According to media/engine/simulcast.cc - external/webrtc - Git at Google, what it takes in account (at least in Chrome) is that the number of pixels (not resolution itself) is equal or higher to some standard resolution levels. Interest thing, according to media/engine/simulcast.cc - external/webrtc - Git at Google the minimal limit to send 3 spatial layers is at least 960x540 (wide NTSC) pixels, not 1280x720 pixels (HD).

@vpalmisano, what browser did you were using, Chrome or Firefox? Maybe Chrome changed the formats limits, or Firefox use other ones?

1 Like

I don’t know if Firefox applies the same configuration. If you comply the limits specified in the chromium source code, you always get exactly the number of spatial levels you set.

1 Like

So, we can be sure now that the 3 layers limit is 960x540, not 1280x720, isn’t it?

I’m interested on this because I’m using the actual on-screen sizes to adjust the layer being used, so if I have an on-screen rendered small video tag, I can ask for a lower resolution layer and reduce client-side bandwidth and CPU usage :slight_smile:

Yes, but this is strictly related to the chromium implementation.

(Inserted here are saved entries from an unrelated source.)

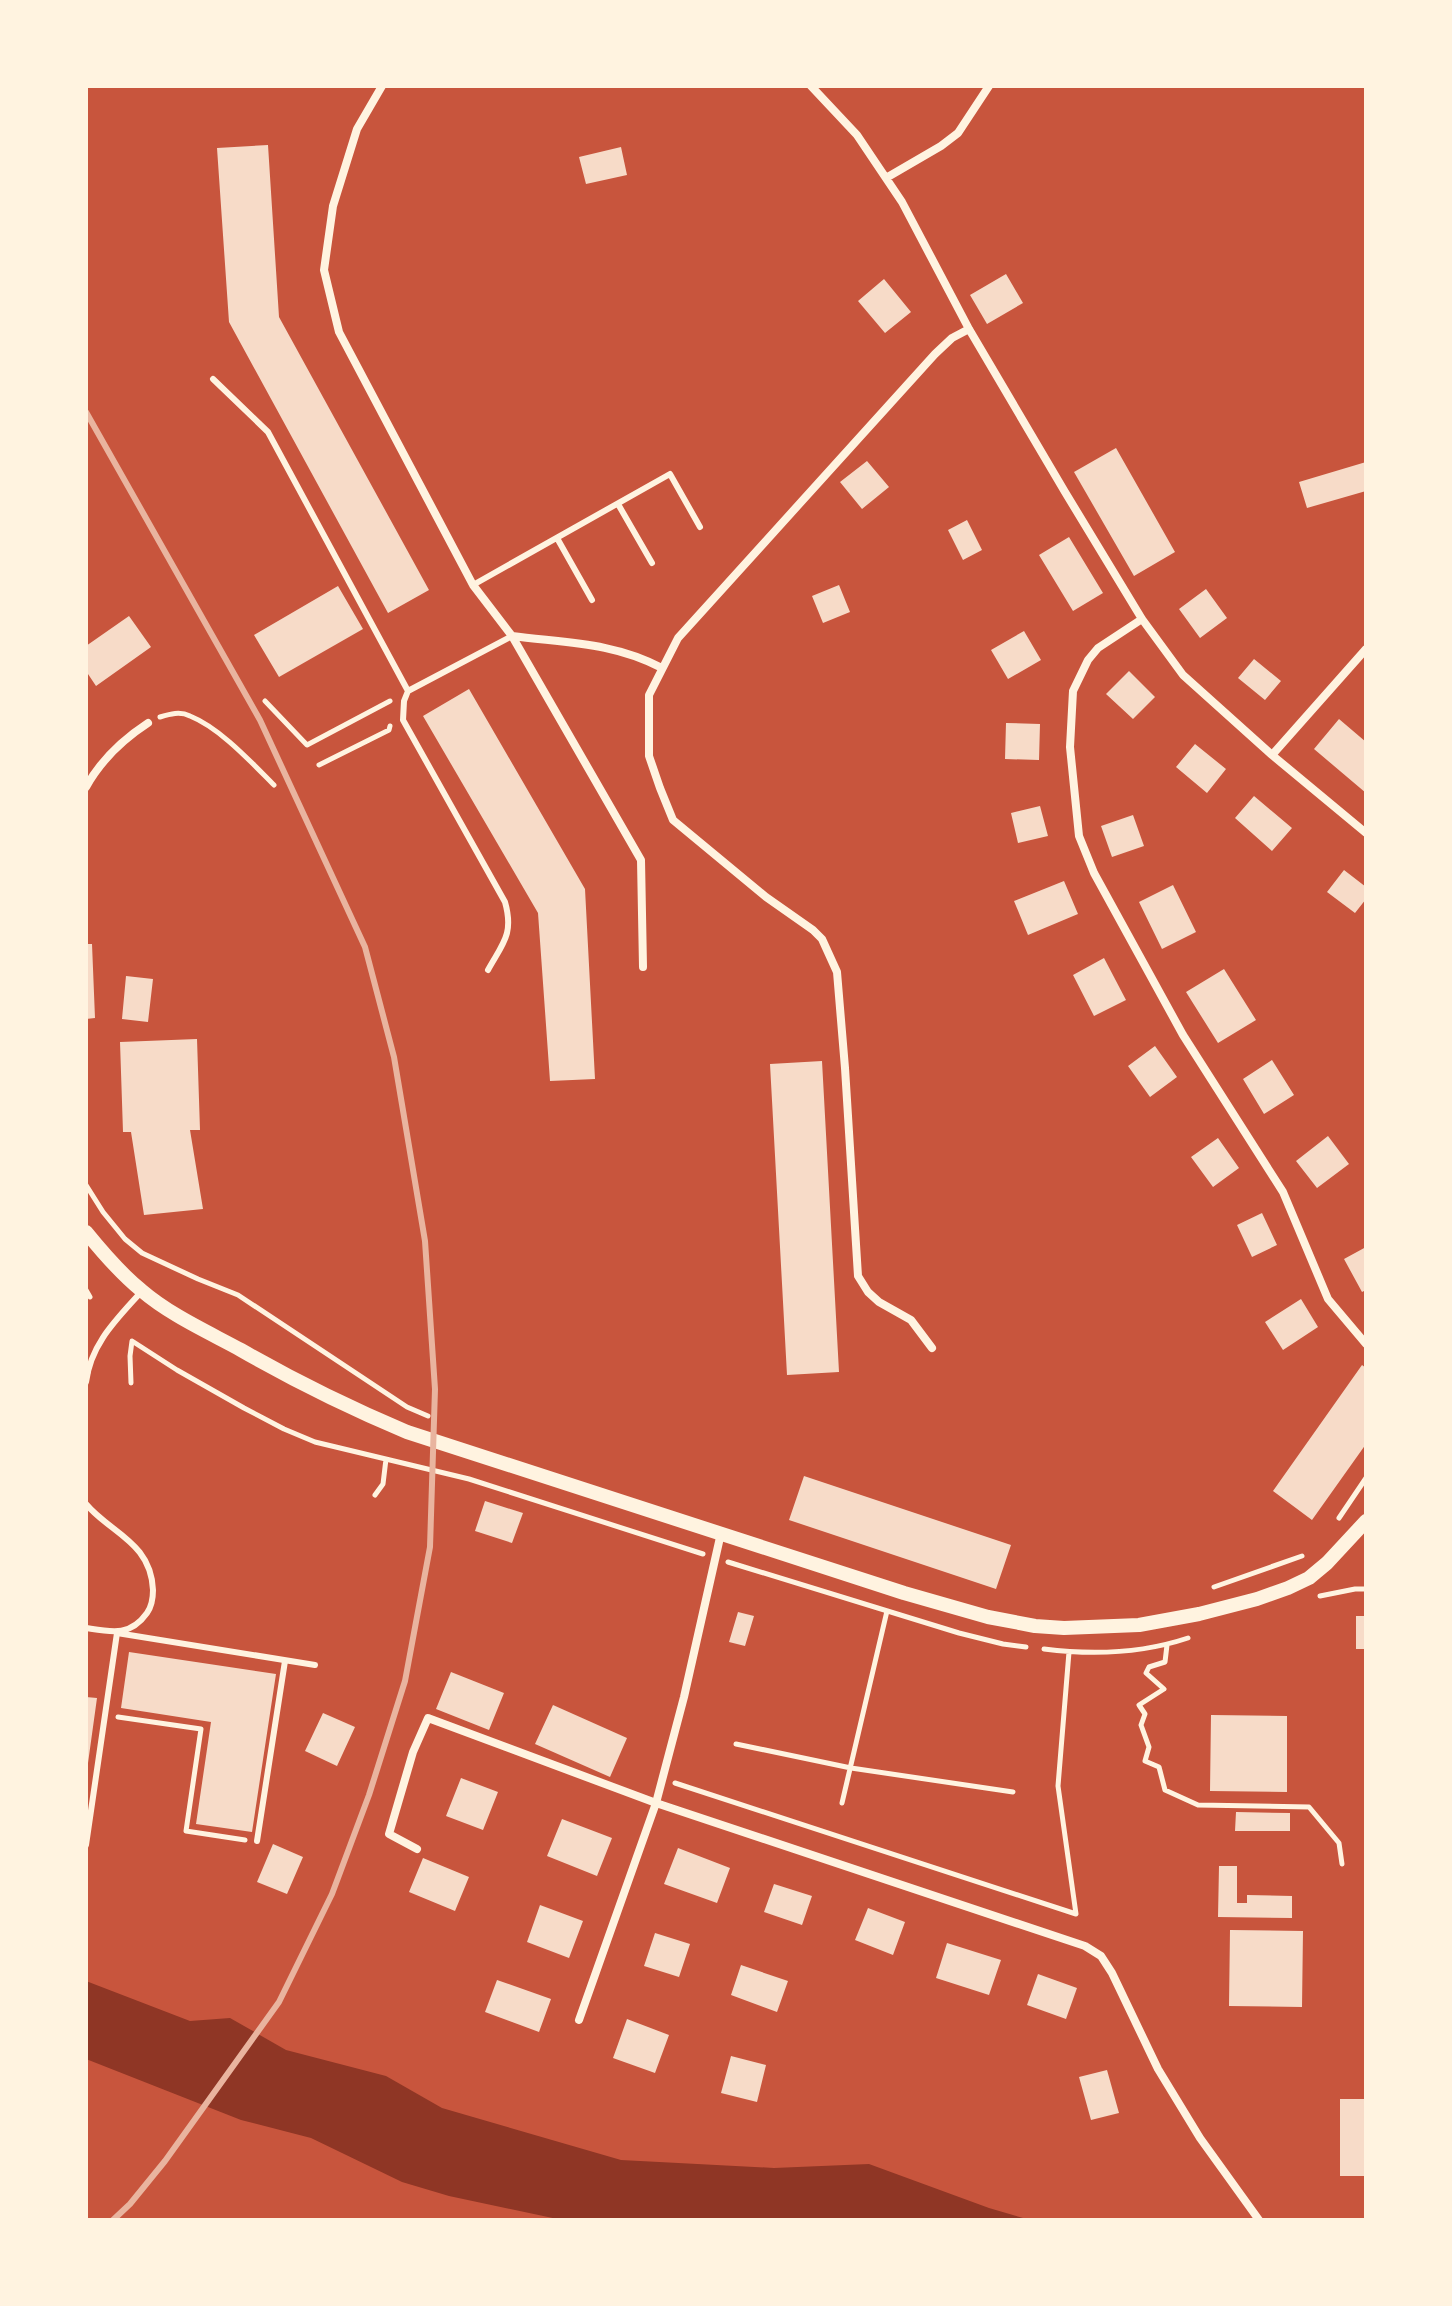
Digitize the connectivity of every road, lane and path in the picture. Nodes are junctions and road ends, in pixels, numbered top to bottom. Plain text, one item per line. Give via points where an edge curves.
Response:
1 (382, 86) edge
2 (811, 86) edge
3 (989, 86) edge
4 (886, 178) junction
5 (969, 329) junction
6 (213, 379) dead end
7 (618, 504) junction
8 (700, 527) dead end
9 (557, 538) junction
10 (652, 563) dead end
11 (473, 585) junction
12 (592, 600) dead end
13 (1142, 619) junction
14 (512, 636) junction
15 (1366, 649) edge
16 (662, 668) junction
17 (408, 691) junction
18 (265, 701) dead end
19 (394, 708) dead end
20 (392, 719) dead end
21 (148, 723) joint
22 (1272, 755) junction
23 (319, 765) dead end
24 (274, 785) dead end
25 (86, 787) edge
26 (1366, 833) edge
27 (643, 967) dead end
28 (488, 970) dead end
29 (86, 1185) edge
30 (86, 1232) edge
31 (92, 1251) edge
32 (86, 1290) edge
33 (142, 1291) junction
34 (90, 1297) dead end
35 (132, 1341) dead end
36 (1366, 1344) edge
37 (932, 1348) dead end
38 (87, 1372) edge
39 (86, 1382) edge
40 (131, 1383) dead end
41 (434, 1418) dead end
42 (386, 1459) dead end
43 (1366, 1478) edge
44 (375, 1495) dead end
45 (86, 1504) edge
46 (1365, 1525) edge
47 (1332, 1529) dead end
48 (721, 1533) junction
49 (1306, 1554) dead end
50 (1205, 1590) dead end
51 (887, 1611) dead end
52 (86, 1628) edge
53 (117, 1633) junction
54 (1167, 1645) dead end
55 (1069, 1652) dead end
56 (285, 1661) junction
57 (315, 1665) dead end
58 (105, 1715) junction
59 (736, 1744) dead end
60 (851, 1768) junction
61 (675, 1783) dead end
62 (1013, 1792) dead end
63 (656, 1803) junction
64 (842, 1803) dead end
65 (257, 1841) joint
66 (86, 1845) edge
67 (417, 1849) dead end
68 (1342, 1864) dead end
69 (579, 2020) dead end
70 (1259, 2220) edge

1 - 11 street via 357,129 333,206 324,270 339,332
2 - 4 street via 857,135
3 - 4 street via 958,133
4 - 5 street
5 - 13 street
5 - 16 street via 935,354 678,638
6 - 17 lane via 268,432
7 - 8 lane via 670,474
7 - 9 lane
7 - 10 lane
9 - 11 lane
9 - 12 lane
11 - 14 street
13 - 22 street via 1183,675
13 - 36 street via 1098,648 1073,691 1070,747 1079,836 1183,1035 1283,1192 1328,1299
14 - 16 street via 600,645
14 - 17 lane
14 - 27 street via 641,860
15 - 22 street
16 - 37 street via 649,695 649,756 673,820 813,930 830,954 837,972 858,1276 879,1302 911,1320
17 - 28 lane via 403,720 508,912 509,934
18 - 19 path via 307,745 397,697
20 - 23 path via 389,730
21 - 24 path via 174,713 190,716 238,749
21 - 25 street via 111,752
22 - 26 street
29 - 41 path via 103,1212 142,1253 238,1295 407,1407
30 - 31 street
31 - 33 street
32 - 34 path
33 - 38 lane via 102,1337
33 - 48 street via 283,1374 407,1432
35 - 40 path
38 - 39 lane
42 - 44 path via 383,1484
43 - 47 path
45 - 53 lane via 132,1543 152,1581 151,1608 132,1628
46 - 48 street via 1309,1578 1268,1596 1139,1625 1064,1628 966,1611
48 - 63 street
49 - 50 path
51 - 60 path
52 - 53 lane
53 - 56 lane
53 - 58 lane
54 - 68 path via 1165,1662 1146,1673 1164,1689 1139,1705 1149,1747 1145,1761 1159,1767 1165,1790 1198,1805 1309,1807 1339,1843
55 - 61 path via 1058,1786 1076,1914
56 - 57 lane
56 - 65 lane
58 - 65 path via 201,1729 186,1831
58 - 66 lane
59 - 60 path
60 - 62 path
60 - 64 path
63 - 67 street via 428,1718 389,1834
63 - 69 street
63 - 70 street via 1085,1946 1101,1956 1158,2069

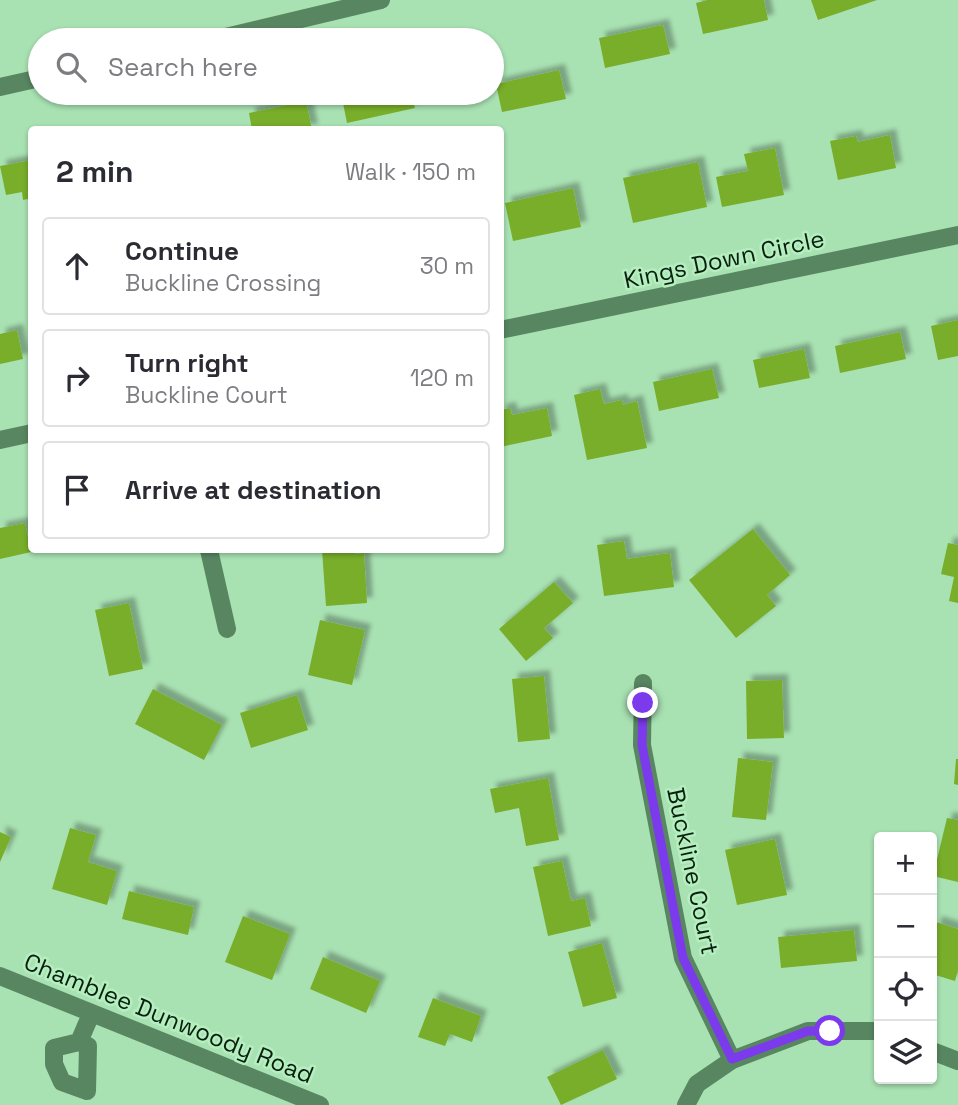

Ok, I’ve searched for the Firefox implementation, and I think it’s located at VideoStreamFactory.cpp - mozsearch, or at least it’s a similar table. It doesn’t have defined the number of spatial or temporal layers to use by default, but instead number can be variable based mostly on the bandwith needed for the desired resolution (not the resolution itself), provided config, and current bandwidth constraints, so if I understood it correctly, it seems Firefox could potentially generate up to 7 layers with a UHD video, when Chrome limit it to max 3. Can somebody confirm this?

Firefox also tries to fulfill the requested number of layers, but layers will be ignored if scaled resolution is too much low that it dissapears, or scaled resolution doesn’t respect aspect ratio. Current bandwidth / resolution limits are:

// XXX Populate this based on a pref (which we should consider sorting because
// people won't assume they need to).
static VideoStreamFactory::ResolutionAndBitrateLimits
    kResolutionAndBitrateLimits[] = {
        // clang-format off
  {MB_OF(1920, 1200), KBPS(1500), KBPS(2000), KBPS(10000)}, // >HD (3K, 4K, etc)
  {MB_OF(1280, 720), KBPS(1200), KBPS(1500), KBPS(5000)}, // HD ~1080-1200
  {MB_OF(800, 480), KBPS(200), KBPS(800), KBPS(2500)}, // HD ~720
  {MB_OF(480, 270), KBPS(150), KBPS(500), KBPS(2000)}, // WVGA
  {tl::Max<MB_OF(400, 240), MB_OF(352, 288)>::value, KBPS(125), KBPS(300), KBPS(1300)}, // VGA
  {MB_OF(176, 144), KBPS(100), KBPS(150), KBPS(500)}, // WQVGA, CIF
  {0 , KBPS(40), KBPS(80), KBPS(250)} // QCIF and below
        // clang-format on
};

First columns are minimum resolution / bandwidth for each “level”. Values are different from the ones used in Chromium except 1280x720 (HD) and 480x270 (WVGA), but in both cases there are 7 entries, and in the case of Chrome, 480x270 is also the limit between one and two layers. I would need to check at least another implementation to see if it makes sense to have a common layers split, or do it per-browser and have a default one, of it default split layer would be senseless at all. What do you think?

1 Like